◆ **What needs to be done**: All lines in the material with the string "Tomás" should be listed.

++++++++++

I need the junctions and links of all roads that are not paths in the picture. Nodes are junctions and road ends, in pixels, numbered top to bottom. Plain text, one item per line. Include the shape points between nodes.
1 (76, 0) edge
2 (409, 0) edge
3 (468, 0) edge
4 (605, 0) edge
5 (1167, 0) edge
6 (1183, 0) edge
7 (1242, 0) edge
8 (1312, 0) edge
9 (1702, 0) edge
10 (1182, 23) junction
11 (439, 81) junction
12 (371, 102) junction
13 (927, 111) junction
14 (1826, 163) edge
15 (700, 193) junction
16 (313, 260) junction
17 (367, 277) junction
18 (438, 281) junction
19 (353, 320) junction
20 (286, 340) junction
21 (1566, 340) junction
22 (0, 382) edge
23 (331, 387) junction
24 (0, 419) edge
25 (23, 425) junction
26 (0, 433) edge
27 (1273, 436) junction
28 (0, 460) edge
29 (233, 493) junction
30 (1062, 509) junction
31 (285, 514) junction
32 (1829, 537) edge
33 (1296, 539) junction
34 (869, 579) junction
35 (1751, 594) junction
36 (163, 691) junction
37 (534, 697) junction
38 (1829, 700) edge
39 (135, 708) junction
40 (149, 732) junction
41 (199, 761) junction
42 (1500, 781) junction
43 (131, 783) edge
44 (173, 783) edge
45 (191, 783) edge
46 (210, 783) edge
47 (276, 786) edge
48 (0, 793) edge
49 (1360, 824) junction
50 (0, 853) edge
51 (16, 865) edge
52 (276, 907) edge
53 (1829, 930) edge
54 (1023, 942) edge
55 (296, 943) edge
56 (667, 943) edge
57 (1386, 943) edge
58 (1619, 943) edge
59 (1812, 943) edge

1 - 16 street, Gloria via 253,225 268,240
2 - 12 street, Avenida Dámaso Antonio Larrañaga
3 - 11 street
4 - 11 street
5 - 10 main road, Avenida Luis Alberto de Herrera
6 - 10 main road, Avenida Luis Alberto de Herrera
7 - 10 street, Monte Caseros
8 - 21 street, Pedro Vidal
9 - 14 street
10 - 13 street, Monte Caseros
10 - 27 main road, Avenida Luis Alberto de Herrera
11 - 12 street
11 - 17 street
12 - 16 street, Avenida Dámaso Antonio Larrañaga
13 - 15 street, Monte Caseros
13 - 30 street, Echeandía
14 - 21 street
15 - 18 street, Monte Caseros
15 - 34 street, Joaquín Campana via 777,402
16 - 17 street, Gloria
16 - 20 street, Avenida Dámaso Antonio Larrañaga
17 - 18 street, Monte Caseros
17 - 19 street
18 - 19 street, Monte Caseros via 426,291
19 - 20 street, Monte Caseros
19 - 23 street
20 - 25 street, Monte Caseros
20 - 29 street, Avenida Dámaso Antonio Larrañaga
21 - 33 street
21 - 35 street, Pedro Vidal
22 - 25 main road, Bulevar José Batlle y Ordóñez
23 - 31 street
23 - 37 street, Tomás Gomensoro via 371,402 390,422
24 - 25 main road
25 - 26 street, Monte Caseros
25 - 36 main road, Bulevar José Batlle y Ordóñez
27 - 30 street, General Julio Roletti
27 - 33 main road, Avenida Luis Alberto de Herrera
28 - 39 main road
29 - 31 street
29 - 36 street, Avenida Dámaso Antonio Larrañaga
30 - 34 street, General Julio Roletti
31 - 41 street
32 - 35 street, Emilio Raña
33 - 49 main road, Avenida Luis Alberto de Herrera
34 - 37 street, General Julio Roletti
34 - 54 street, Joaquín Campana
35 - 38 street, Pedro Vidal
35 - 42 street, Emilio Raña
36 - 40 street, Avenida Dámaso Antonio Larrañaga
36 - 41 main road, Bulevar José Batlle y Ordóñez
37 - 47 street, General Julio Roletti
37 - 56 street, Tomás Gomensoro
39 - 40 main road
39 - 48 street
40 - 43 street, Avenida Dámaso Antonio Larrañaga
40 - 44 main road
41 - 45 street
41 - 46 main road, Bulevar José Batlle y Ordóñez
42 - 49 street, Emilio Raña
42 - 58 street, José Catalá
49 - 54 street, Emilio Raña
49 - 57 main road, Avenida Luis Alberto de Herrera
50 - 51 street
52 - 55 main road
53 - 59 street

++++++++++

◆ **Worked solution**:
23 - 37 street, Tomás Gomensoro via 371,402 390,422
37 - 56 street, Tomás Gomensoro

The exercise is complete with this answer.